### Data listing

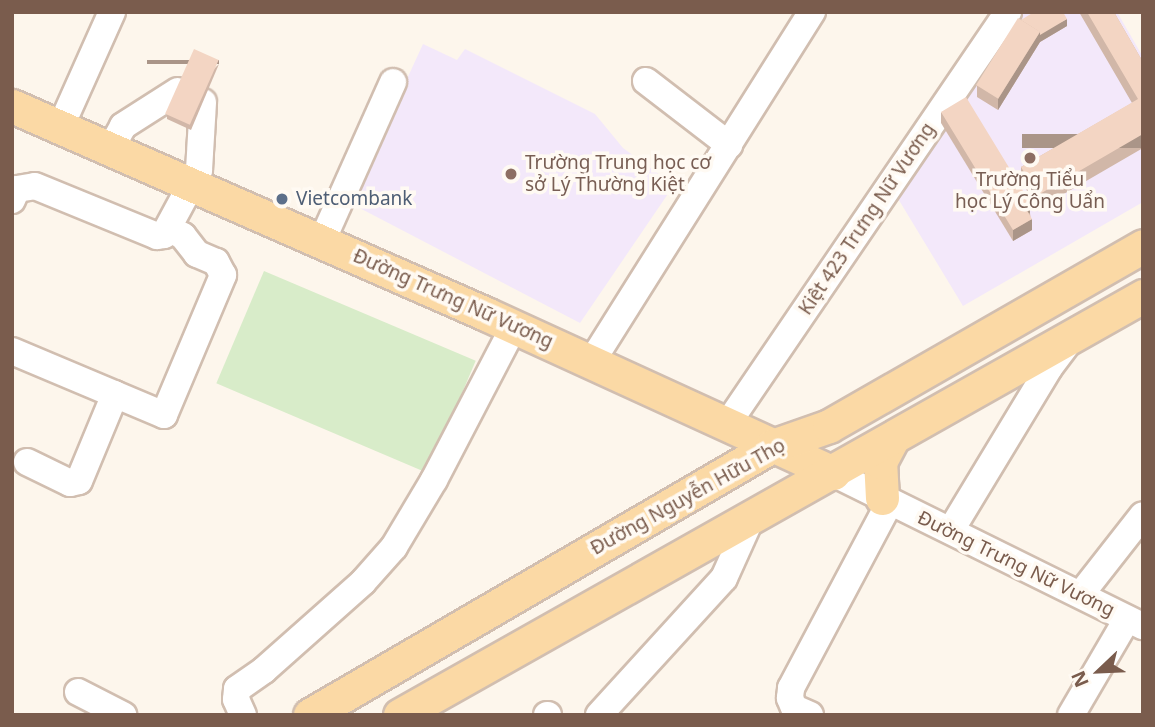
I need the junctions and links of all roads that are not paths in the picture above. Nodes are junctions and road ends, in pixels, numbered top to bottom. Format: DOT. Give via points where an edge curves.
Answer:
graph roads {
  1 [pos="111,12"];
  2 [pos="812,12"];
  3 [pos="1008,12"];
  4 [pos="646,81"];
  5 [pos="393,82"];
  6 [pos="178,92"];
  7 [pos="203,102"];
  8 [pos="12,106"];
  9 [pos="61,126"];
  10 [pos="729,145"];
  11 [pos="111,148"];
  12 [pos="192,184"];
  13 [pos="12,200"];
  14 [pos="169,229"];
  15 [pos="322,241"];
  16 [pos="1143,246"];
  17 [pos="1143,296"];
  18 [pos="514,326"];
  19 [pos="1072,337"];
  20 [pos="12,351"];
  21 [pos="592,361"];
  22 [pos="115,394"];
  23 [pos="728,427"];
  24 [pos="892,439"];
  25 [pos="772,446"];
  26 [pos="27,463"];
  27 [pos="833,473"];
  28 [pos="717,478"];
  29 [pos="886,500"];
  30 [pos="1143,515"];
  31 [pos="752,516"];
  32 [pos="951,530"];
  33 [pos="1081,594"];
  34 [pos="1135,622"];
  35 [pos="78,692"];
  36 [pos="1080,712"];
  37 [pos="123,715"];
  38 [pos="243,715"];
  39 [pos="310,715"];
  40 [pos="400,715"];
  41 [pos="599,715"];
  42 [pos="810,715"];
  1 -- 9 [label="street"];
  2 -- 10 [label="street"];
  3 -- 23 [label="street, Kiệt 423 Trưng Nữ Vương"];
  4 -- 10 [label="street"];
  5 -- 15 [label="street"];
  6 -- 11 [label="street" via="122,125"];
  7 -- 12 [label="street" via="199,170"];
  8 -- 9 [label="main road, Đường Trưng Nữ Vương"];
  9 -- 11 [label="main road, Đường Trưng Nữ Vương"];
  10 -- 21 [label="street"];
  11 -- 12 [label="main road, Đường Trưng Nữ Vương"];
  12 -- 14 [label="street"];
  12 -- 15 [label="main road, Đường Trưng Nữ Vương"];
  13 -- 14 [label="street" via="17,189 35,186 157,236"];
  14 -- 22 [label="street" via="183,236 197,254 216,262 223,275 164,415"];
  15 -- 18 [label="main road, Đường Trưng Nữ Vương"];
  16 -- 25 [label="main road, Đường Nguyễn Hữu Thọ" via="829,426"];
  17 -- 19 [label="main road"];
  18 -- 21 [label="main road, Đường Trưng Nữ Vương"];
  18 -- 38 [label="street" via="394,547 363,582 237,689"];
  19 -- 24 [label="main road"];
  19 -- 32 [label="street"];
  20 -- 22 [label="street"];
  21 -- 23 [label="main road, Đường Trưng Nữ Vương"];
  22 -- 26 [label="street" via="79,481 70,483"];
  23 -- 25 [label="main road, Đường Trưng Nữ Vương"];
  23 -- 28 [label="main road" via="728,454"];
  24 -- 27 [label="main road"];
  24 -- 29 [label="main road" via="880,462"];
  25 -- 27 [label="main road, Đường Trưng Nữ Vương"];
  25 -- 28 [label="main road, Đường Nguyễn Hữu Thọ"];
  27 -- 29 [label="street, Đường Trưng Nữ Vương"];
  27 -- 31 [label="main road"];
  28 -- 39 [label="main road, Đường Nguyễn Hữu Thọ"];
  29 -- 32 [label="street, Đường Trưng Nữ Vương"];
  29 -- 42 [label="street" via="791,688 794,708"];
  30 -- 33 [label="street"];
  31 -- 40 [label="main road"];
  31 -- 41 [label="street" via="724,578"];
  32 -- 33 [label="street, Đường Trưng Nữ Vương"];
  33 -- 34 [label="street, Đường Trưng Nữ Vương"];
  34 -- 36 [label="street"];
  35 -- 37 [label="street"];
}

### What is needed
How many of the lines above include the string "roads"? Answer with the number only.

### Solution to the exercise
2